What are we to do with the “non-average” patient? What about the outliers? Should we not, at least, try to find them? We do it with stocks, racehorses, Indy-drivers, real-estate investments and every underdog sports team in every league. It’s the outliers after all that we call winners.

Cancer patients are not clinical trial subjects. They are unique individuals with their own very unique biology. Every patient is an experiment in real time, an “N of 1.” We must respect the dignity of each individual and we are duty-bound to apply every tool at our disposal to assist him or her in the pursuit of his or her own very personal best outcome – providing truly personalized cancer treatment. This patient did not have a 20 percent response. Instead, he was one of the fortunate few who responded very well. And for him that response was 100 percent.

Cancer Patient’s Need to Know – Whose Avatar is it?

The 1984 celebrated case of Baby Fae described the efforts of intrepid investigators at Loma Linda University in California to save the life of an infant born with a hypoplastic heart (the left side of the heart was severely underdeveloped). To salvage this unfortunate child, the heart of a baboon was transplanted into her chest, which successfully maintained her cardiac function. Unfortunately, the child died 21 days later after rejecting the heart.

The experience nonetheless spawned a lively discussion of ethics in human experimentation and the lengths to which we will go to save a life. A friend residing in New York contacted me shortly thereafter. Knowing that I was in medical training in California, he was intrigued by this report and posed the question. “What is the fastest animal in the world?” When I suggested a cheetah or African gazelle, he answered “No, a baboon running past Loma Linda Medical Center.”
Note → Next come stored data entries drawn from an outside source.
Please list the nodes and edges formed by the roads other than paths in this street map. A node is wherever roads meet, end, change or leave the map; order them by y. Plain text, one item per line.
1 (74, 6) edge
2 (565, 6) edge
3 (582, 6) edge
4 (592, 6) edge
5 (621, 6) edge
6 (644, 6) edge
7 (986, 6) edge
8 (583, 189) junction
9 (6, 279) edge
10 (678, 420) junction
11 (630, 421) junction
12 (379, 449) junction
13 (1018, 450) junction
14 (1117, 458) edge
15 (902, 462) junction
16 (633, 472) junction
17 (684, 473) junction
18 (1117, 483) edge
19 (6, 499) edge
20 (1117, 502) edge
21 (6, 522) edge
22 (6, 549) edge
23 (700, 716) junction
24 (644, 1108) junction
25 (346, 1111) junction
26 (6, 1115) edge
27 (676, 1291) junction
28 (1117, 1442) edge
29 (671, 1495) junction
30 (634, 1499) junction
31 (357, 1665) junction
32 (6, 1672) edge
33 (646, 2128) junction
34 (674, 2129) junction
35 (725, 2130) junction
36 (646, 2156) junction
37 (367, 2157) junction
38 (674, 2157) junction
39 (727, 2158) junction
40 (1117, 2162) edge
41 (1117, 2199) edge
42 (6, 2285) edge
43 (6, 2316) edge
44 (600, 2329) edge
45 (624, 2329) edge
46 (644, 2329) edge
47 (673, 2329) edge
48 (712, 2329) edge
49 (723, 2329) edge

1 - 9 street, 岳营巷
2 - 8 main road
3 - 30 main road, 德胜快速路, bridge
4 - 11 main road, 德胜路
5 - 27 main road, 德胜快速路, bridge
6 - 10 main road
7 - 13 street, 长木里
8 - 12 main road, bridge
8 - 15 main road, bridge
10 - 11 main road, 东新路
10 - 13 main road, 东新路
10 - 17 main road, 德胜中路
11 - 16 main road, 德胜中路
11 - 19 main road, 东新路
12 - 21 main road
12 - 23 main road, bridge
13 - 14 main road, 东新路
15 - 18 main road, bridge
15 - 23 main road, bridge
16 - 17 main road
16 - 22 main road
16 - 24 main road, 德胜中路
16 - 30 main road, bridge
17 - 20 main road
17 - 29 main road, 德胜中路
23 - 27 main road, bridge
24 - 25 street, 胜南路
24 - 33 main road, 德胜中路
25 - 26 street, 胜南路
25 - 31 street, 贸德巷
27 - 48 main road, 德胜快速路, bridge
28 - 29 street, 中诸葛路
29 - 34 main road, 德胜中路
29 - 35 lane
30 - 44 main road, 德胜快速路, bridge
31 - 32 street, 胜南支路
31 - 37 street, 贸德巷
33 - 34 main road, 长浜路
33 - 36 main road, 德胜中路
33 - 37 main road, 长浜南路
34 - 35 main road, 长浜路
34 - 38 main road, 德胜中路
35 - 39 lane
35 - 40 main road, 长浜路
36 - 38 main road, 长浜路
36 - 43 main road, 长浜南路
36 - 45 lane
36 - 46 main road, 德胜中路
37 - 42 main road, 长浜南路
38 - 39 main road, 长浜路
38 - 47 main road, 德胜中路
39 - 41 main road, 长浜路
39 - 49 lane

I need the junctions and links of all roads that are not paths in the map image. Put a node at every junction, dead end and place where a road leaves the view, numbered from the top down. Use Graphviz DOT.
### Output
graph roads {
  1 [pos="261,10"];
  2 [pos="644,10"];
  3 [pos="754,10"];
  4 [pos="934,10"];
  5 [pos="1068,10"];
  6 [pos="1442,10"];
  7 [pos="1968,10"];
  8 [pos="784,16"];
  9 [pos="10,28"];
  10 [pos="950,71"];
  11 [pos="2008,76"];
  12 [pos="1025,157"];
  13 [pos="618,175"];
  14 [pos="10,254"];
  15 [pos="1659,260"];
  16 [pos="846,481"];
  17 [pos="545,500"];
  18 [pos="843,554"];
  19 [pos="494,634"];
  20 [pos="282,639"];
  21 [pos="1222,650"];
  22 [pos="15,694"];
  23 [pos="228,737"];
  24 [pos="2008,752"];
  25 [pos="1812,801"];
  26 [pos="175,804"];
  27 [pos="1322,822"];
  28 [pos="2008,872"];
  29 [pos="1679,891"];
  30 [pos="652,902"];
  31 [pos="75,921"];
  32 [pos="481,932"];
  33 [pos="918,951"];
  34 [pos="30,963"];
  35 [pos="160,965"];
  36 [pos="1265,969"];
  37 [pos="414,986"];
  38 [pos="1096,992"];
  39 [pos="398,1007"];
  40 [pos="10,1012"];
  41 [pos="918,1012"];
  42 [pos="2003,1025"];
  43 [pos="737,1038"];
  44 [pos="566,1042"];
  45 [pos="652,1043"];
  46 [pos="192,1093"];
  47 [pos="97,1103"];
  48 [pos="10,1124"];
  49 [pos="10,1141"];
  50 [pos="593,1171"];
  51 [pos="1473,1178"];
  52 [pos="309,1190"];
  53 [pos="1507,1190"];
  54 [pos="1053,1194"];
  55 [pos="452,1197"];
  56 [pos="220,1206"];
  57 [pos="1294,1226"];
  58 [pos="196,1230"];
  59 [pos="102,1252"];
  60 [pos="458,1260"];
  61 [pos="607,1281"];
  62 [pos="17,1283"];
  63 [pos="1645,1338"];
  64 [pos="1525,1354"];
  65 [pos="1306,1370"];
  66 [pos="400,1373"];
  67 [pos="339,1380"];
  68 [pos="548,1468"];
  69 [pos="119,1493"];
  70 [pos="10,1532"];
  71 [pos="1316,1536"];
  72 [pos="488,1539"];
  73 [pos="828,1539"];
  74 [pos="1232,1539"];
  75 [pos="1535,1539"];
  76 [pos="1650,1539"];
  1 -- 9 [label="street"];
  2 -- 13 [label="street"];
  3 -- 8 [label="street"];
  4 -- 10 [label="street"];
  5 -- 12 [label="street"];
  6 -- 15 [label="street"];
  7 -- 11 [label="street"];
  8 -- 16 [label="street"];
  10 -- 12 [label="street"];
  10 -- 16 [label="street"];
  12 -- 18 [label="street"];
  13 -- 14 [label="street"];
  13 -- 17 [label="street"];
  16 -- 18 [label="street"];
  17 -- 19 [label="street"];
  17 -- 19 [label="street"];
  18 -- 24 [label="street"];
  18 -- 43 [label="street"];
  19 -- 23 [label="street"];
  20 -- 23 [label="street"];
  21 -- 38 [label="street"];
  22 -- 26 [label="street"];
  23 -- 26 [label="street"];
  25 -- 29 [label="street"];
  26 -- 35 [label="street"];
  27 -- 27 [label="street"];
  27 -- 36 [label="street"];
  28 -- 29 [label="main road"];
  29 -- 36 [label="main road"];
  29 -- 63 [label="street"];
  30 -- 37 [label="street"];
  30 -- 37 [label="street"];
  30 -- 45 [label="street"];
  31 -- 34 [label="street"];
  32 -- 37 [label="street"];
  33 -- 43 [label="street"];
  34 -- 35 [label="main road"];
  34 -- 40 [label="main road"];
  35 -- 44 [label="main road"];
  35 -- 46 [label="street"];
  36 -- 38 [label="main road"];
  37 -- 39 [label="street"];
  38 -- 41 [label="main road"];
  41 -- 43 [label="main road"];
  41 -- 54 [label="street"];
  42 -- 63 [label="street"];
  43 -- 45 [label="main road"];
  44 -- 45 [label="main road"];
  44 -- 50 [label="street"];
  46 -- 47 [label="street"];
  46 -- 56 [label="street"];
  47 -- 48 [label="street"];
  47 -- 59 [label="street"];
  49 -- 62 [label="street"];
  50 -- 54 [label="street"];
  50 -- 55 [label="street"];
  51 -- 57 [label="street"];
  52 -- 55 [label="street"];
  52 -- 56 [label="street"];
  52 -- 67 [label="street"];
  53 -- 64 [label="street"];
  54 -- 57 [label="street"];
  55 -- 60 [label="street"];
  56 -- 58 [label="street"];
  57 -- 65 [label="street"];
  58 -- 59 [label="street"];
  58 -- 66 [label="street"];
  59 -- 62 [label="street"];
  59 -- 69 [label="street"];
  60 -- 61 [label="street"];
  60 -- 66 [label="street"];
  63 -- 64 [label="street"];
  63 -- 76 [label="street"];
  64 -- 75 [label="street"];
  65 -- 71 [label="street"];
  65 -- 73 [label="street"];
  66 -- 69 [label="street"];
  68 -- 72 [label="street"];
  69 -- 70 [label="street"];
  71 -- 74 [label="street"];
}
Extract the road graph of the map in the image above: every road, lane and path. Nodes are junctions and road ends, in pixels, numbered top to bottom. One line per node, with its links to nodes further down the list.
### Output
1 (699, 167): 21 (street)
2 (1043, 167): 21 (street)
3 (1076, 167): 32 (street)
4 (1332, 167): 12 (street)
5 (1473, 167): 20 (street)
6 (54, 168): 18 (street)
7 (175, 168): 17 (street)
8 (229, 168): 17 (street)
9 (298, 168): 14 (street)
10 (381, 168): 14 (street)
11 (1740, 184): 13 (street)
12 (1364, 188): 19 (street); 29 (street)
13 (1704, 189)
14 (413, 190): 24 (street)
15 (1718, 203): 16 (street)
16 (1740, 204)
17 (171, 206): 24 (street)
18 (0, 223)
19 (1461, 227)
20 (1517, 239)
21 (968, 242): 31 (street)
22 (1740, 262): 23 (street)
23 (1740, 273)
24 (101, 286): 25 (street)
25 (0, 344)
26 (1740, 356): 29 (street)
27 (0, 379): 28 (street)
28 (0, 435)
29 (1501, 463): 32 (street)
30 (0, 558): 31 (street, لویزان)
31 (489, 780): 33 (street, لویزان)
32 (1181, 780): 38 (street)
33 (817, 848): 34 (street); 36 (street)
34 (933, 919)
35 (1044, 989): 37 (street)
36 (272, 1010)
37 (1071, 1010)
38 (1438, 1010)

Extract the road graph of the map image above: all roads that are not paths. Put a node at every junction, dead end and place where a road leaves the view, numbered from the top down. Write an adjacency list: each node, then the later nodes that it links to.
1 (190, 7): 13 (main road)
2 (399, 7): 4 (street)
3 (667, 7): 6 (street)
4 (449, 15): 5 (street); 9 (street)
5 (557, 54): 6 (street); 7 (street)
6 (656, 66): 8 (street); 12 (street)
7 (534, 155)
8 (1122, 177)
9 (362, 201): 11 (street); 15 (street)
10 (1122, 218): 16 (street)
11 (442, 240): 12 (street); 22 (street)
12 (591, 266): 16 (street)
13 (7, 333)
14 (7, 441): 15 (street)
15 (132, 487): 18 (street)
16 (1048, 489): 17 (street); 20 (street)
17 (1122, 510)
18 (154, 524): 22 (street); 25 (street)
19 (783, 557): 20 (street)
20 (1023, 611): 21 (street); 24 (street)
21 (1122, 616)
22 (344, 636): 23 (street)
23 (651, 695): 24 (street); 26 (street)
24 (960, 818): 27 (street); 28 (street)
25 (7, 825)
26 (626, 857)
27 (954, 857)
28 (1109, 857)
I am reminded of this quip following a news report about Champions Oncology. This biotech company located in Hackensack, NJ, founded by investigators from Johns Hopkins University has developed a technique to transplant human tumors into immunocompromised (known as nude for their loss of hair) mice to test drugs and combinations. They use the term “avatar” to describe these human-tumor-bearing mice and like their video-game counterparts these mice serve as surrogates for their patient “users.” It takes 20 to 30 mice to complete the analyses for each patient. Although the work is based on sound science, the practicality, predictive validity and ultimate utility of this approach has yet to be established. This has not dampened the enthusiasm of desperate cancer patients who have proven willing to spend tens of thousands of dollars to undergo a Champion analysis.

Nude-mouseSo what are the upsides of the avatar model? For one, this is a living organism with a functioning blood supply, liver, kidneys and the capability of metabolizing pro-drugs (precursor) into active species. The process utilizes cell clusters, not individual single cells in their analysis. Responses are ultimately “phenotypic” in as much as they reflect cellular responses to injury and not genotypic profiles. Finally, toxicities can also be assessed by measuring the animal’s tolerance of the drug or combination administered.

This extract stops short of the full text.